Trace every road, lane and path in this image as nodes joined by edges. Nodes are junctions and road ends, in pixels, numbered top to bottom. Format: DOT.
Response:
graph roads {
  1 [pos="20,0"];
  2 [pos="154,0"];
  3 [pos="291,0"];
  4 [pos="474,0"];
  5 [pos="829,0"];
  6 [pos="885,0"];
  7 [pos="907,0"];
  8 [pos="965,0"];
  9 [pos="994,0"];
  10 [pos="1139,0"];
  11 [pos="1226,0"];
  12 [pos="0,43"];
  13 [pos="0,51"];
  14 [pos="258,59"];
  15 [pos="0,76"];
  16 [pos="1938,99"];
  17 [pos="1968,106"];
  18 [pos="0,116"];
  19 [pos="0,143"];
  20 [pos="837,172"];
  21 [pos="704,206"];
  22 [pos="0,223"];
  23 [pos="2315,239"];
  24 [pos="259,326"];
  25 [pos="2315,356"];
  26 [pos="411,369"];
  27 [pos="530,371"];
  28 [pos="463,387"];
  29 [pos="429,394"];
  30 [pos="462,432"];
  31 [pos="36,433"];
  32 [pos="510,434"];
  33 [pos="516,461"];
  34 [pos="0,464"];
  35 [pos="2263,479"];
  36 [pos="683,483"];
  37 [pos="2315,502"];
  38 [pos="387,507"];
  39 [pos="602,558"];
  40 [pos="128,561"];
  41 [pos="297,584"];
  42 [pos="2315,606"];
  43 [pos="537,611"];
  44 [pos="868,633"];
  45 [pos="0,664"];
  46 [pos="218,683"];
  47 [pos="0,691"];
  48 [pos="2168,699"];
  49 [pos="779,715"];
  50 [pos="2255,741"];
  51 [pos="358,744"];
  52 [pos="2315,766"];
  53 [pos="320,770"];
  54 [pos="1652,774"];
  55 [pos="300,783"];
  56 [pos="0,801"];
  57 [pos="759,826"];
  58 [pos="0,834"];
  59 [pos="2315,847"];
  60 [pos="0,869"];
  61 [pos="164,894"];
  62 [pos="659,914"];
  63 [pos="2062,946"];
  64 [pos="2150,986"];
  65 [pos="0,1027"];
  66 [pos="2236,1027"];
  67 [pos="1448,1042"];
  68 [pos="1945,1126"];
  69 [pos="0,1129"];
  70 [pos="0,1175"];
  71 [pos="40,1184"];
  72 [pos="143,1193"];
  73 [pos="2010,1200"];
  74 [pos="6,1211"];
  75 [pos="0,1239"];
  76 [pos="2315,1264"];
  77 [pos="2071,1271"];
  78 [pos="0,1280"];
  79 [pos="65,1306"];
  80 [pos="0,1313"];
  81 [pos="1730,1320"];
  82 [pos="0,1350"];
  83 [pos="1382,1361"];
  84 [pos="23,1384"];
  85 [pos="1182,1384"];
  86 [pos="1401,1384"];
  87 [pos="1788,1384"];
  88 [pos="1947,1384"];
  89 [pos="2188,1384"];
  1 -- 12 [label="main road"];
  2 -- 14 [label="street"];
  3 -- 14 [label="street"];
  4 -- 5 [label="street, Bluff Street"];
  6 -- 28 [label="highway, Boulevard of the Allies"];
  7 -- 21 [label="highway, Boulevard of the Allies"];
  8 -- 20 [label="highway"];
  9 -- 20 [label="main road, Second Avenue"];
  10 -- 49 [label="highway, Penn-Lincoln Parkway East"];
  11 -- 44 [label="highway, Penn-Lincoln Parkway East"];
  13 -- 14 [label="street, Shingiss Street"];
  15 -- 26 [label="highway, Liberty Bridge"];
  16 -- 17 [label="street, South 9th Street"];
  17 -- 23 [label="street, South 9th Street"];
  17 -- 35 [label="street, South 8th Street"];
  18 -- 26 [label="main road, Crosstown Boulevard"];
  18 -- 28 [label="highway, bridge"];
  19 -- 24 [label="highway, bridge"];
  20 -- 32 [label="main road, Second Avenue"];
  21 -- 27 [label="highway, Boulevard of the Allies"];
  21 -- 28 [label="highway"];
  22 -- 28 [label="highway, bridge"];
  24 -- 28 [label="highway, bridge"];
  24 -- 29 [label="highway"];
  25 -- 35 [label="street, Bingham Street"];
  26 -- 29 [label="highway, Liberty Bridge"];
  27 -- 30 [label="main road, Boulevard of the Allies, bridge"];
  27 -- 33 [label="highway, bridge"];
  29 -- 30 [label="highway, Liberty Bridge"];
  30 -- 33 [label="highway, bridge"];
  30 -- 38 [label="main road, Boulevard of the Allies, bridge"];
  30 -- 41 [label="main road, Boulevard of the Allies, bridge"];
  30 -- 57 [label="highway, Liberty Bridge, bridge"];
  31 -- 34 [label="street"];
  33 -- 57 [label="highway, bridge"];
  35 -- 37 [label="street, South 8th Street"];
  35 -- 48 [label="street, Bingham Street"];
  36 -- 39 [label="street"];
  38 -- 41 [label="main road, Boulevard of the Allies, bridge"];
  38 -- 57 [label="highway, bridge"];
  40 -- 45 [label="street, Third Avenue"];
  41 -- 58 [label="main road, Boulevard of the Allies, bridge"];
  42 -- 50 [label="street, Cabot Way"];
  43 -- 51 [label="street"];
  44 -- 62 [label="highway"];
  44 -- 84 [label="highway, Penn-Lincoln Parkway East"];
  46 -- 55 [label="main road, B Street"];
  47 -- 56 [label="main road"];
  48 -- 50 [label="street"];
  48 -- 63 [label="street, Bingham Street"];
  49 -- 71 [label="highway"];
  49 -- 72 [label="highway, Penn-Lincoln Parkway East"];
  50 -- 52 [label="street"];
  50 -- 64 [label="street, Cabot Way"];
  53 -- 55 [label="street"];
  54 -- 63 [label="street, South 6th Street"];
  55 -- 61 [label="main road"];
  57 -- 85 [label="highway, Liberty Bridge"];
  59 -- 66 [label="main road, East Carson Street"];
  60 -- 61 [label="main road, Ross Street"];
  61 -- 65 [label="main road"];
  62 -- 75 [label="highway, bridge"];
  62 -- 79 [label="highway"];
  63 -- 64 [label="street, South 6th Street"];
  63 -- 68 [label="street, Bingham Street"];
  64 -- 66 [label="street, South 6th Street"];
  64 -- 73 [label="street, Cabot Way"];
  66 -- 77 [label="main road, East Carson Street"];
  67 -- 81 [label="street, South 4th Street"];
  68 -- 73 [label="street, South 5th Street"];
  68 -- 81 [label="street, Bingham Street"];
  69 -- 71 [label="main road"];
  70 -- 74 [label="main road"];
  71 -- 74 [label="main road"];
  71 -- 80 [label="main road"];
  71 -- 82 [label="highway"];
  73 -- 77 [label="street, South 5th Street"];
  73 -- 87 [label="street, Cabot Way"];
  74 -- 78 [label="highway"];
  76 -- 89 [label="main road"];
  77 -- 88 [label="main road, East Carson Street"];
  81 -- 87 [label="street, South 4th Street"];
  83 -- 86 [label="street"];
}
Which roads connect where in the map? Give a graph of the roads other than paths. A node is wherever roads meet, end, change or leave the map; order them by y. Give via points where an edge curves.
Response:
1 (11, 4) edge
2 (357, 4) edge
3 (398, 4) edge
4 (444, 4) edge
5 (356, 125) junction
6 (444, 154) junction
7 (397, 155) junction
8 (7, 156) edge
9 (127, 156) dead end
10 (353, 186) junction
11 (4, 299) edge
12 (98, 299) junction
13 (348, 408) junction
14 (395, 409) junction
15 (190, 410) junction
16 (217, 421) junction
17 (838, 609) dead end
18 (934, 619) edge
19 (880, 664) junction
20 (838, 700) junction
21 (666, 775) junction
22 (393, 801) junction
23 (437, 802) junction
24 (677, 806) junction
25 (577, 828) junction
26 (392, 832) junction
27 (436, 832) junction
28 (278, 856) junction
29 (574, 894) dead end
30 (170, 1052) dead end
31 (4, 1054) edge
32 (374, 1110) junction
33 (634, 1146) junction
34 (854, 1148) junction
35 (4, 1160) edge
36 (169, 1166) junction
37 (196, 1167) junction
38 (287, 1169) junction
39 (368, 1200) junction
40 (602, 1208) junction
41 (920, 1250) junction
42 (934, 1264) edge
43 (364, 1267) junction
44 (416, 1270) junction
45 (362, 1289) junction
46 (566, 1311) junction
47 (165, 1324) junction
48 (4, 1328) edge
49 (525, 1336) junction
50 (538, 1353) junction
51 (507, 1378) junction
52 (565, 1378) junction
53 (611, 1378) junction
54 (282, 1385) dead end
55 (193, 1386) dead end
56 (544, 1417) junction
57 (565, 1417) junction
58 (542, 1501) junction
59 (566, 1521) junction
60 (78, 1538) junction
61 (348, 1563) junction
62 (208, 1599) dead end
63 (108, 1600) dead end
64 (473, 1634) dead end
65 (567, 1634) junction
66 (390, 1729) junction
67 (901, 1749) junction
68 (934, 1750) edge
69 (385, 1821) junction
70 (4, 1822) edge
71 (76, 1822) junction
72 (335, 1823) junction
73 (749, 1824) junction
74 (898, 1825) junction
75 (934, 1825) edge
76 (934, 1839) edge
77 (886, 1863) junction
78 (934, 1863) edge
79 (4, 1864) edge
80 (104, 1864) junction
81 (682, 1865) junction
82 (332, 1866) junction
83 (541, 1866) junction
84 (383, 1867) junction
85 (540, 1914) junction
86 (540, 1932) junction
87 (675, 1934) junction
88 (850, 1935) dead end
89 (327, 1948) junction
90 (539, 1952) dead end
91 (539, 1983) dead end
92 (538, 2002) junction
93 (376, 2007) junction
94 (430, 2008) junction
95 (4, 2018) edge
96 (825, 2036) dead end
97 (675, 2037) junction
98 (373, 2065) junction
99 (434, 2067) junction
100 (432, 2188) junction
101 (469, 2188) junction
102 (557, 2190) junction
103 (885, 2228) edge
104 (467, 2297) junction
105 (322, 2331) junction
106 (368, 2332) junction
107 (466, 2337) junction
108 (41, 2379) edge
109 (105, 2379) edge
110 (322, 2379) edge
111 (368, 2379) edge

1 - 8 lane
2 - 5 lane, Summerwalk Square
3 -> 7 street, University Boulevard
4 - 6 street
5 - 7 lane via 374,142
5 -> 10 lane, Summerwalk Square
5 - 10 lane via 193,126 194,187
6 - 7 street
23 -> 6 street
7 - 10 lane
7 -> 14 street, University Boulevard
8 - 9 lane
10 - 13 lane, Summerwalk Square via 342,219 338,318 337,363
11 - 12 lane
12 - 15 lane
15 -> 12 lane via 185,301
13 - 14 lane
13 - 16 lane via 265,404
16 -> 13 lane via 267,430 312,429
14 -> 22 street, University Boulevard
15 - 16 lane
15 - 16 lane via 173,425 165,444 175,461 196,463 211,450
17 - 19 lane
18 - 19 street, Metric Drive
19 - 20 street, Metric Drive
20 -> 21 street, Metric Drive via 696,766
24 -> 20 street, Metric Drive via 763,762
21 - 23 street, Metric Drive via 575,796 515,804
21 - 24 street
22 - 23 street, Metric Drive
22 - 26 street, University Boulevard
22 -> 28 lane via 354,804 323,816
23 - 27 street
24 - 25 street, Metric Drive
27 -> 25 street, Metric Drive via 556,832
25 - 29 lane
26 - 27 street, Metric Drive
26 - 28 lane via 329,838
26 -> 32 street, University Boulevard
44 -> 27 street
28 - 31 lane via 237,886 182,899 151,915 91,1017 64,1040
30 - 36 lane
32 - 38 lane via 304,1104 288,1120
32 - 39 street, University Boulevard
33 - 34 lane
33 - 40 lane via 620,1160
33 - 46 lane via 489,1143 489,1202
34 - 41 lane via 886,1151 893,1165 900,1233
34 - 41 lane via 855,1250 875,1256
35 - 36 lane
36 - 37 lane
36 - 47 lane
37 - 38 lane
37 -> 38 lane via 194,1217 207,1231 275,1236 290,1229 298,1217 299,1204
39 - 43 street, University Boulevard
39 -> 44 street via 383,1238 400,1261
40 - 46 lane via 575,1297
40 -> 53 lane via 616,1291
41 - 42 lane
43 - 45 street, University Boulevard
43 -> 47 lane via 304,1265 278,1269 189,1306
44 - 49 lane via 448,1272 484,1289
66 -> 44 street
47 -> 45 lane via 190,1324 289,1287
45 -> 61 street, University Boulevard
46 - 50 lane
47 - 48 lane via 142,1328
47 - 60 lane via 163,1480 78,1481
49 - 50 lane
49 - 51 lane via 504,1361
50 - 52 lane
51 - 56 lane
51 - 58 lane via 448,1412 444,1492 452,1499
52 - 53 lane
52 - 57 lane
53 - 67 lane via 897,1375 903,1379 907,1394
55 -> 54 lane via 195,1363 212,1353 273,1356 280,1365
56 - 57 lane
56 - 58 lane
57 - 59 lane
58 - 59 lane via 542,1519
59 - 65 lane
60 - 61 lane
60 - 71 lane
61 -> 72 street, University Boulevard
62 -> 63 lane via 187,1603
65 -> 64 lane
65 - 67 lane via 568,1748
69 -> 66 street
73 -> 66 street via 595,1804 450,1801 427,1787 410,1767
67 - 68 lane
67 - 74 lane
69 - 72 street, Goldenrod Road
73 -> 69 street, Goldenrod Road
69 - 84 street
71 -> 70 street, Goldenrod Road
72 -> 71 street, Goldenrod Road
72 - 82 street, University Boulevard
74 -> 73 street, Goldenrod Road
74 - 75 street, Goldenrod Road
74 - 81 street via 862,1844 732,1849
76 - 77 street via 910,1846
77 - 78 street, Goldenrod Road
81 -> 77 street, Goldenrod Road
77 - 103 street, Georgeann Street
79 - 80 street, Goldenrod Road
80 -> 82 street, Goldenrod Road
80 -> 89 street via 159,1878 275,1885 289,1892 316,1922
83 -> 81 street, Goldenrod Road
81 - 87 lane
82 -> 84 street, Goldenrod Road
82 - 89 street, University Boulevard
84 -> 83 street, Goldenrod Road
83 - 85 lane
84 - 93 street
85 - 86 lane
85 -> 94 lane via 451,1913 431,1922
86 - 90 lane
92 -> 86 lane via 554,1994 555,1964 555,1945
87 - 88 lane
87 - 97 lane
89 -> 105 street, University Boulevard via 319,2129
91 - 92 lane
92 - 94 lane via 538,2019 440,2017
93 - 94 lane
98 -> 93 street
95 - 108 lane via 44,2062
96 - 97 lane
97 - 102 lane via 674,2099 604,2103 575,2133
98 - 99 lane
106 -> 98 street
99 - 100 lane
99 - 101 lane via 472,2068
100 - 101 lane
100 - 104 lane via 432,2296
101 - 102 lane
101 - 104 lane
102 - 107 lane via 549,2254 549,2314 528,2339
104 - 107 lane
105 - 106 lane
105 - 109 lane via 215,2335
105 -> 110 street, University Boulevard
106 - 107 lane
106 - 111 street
┄┄┄┄┄┄┄┄┄┄
• **Work to complete**:
Using the listing above, state the number of lines that hold "East", with no other text.

• **Written reply**:
7